→ **EXERCISE PROMPT**: The lines you return should be those containing the string "them", taken from the data below.

→ **RECORDS**:
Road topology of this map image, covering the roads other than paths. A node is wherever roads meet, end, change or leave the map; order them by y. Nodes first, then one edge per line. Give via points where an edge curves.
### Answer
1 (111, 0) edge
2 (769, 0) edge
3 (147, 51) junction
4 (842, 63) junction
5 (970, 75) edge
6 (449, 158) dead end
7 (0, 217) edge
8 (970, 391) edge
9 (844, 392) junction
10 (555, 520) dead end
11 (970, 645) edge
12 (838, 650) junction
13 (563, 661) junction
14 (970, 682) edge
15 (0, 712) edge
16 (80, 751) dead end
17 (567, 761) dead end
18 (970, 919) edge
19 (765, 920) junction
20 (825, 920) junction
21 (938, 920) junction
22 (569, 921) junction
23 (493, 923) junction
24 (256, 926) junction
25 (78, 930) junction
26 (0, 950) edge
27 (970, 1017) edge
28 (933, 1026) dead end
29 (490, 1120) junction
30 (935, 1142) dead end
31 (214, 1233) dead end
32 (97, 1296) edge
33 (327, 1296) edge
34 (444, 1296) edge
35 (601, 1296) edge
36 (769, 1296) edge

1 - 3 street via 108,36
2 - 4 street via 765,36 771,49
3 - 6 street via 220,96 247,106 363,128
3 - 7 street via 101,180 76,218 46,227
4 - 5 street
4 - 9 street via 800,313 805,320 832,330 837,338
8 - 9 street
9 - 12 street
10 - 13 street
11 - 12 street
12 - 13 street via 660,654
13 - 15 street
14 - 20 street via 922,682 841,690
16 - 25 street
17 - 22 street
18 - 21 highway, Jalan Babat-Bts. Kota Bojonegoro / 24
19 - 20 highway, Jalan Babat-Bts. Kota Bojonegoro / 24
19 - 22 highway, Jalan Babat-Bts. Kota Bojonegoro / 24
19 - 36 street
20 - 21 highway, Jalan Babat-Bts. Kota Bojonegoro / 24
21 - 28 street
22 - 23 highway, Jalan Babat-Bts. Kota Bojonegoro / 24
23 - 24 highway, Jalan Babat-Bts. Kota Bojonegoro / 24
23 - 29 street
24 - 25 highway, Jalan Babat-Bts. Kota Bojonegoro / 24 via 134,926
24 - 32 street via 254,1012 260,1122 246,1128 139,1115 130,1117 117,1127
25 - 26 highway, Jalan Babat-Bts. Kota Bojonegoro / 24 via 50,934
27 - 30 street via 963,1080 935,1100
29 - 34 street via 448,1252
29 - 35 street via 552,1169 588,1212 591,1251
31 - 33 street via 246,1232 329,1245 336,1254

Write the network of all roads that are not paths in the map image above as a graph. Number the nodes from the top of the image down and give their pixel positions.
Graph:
---
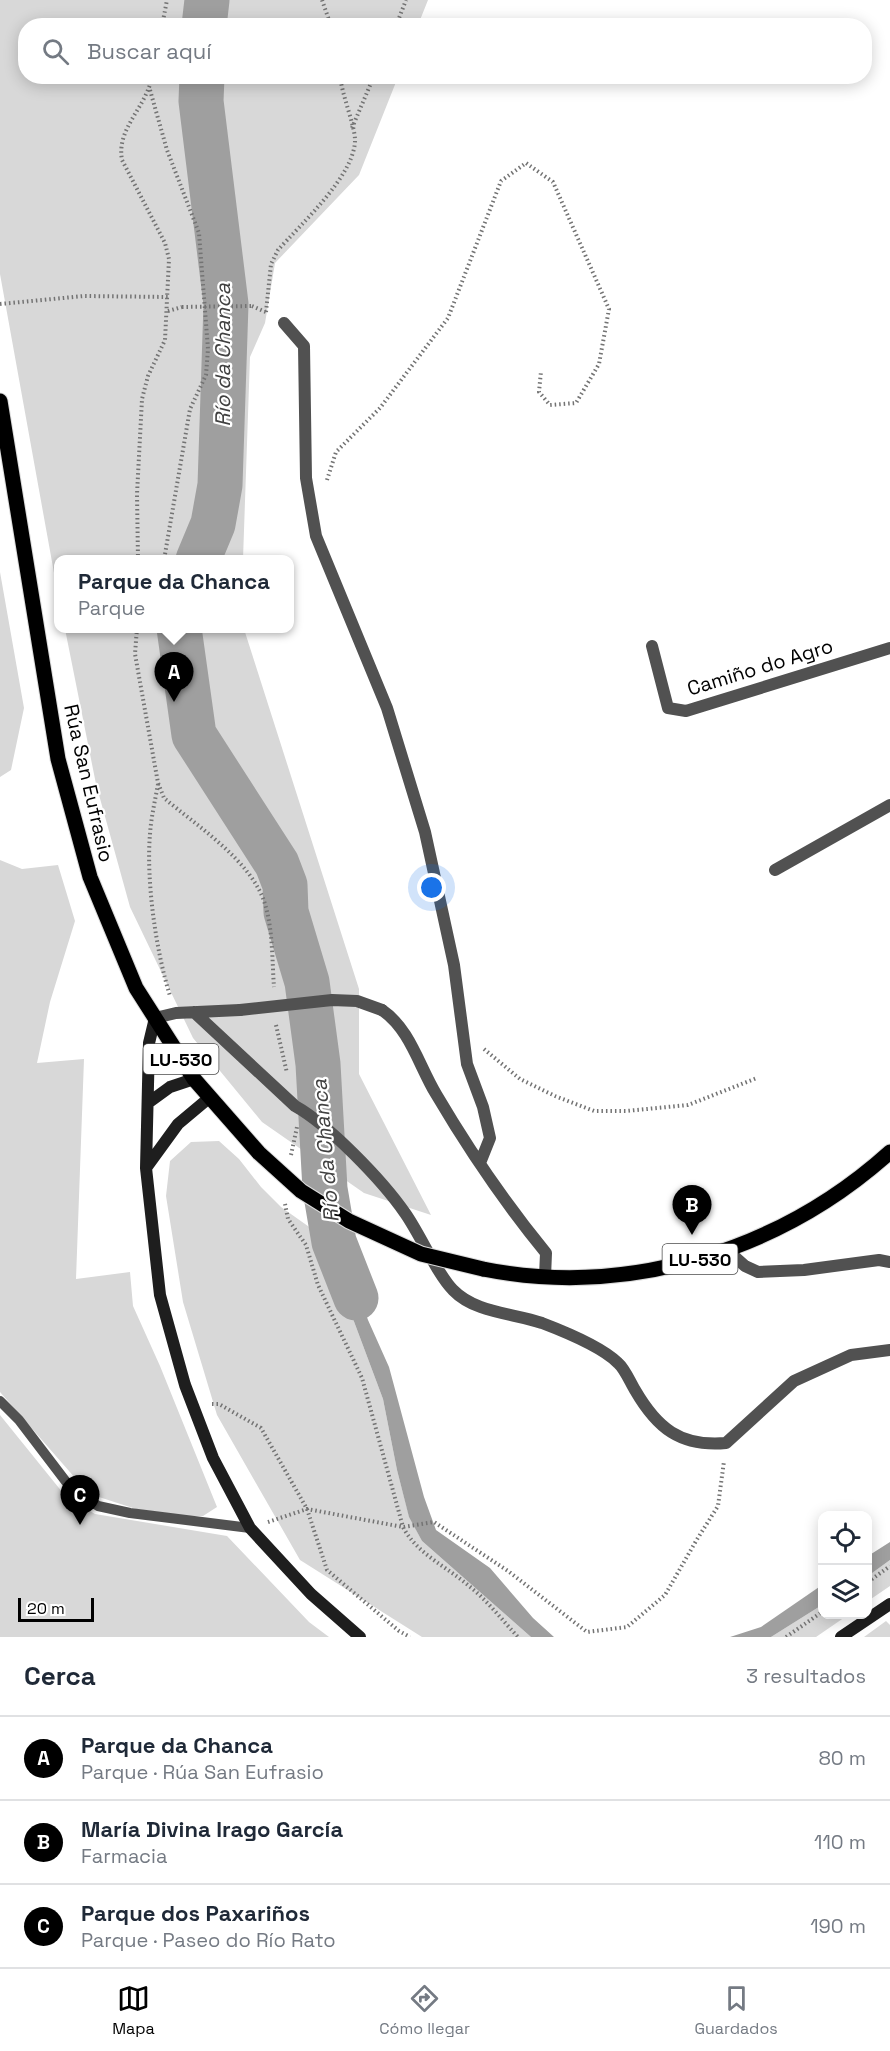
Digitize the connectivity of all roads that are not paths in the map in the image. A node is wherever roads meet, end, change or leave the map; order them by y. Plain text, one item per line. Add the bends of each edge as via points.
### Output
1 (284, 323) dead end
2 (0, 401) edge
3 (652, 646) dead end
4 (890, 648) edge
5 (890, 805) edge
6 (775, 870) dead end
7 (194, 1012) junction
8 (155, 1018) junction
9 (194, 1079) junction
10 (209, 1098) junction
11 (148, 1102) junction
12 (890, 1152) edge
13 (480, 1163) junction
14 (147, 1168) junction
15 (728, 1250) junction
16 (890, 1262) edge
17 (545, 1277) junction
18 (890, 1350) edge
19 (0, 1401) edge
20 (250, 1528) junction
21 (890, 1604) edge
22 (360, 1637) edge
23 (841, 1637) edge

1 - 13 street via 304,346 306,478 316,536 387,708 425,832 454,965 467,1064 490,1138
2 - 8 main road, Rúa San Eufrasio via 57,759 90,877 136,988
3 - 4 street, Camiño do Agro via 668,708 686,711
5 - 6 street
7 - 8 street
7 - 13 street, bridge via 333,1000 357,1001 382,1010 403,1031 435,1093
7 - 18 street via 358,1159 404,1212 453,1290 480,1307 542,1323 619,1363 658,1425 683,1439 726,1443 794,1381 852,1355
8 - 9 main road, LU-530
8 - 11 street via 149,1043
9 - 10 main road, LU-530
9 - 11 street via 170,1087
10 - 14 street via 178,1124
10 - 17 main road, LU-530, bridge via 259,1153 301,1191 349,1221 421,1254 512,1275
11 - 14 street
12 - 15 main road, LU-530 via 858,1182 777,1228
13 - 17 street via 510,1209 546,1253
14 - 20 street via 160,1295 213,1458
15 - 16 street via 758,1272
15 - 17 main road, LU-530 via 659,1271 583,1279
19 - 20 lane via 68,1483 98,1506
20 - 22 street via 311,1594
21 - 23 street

→ **RESULT FOR THIS TASK**:
Road topology of this map image, covering the roads other than paths. A node is wherever roads meet, end, change or leave the map; order them by y. Nodes first, then one edge per line. Give via points where an edge curves.
Digitize the connectivity of all roads that are not paths in the map in the image. A node is wherever roads meet, end, change or leave the map; order them by y. Plain text, one item per line. Add the bends of each edge as via points.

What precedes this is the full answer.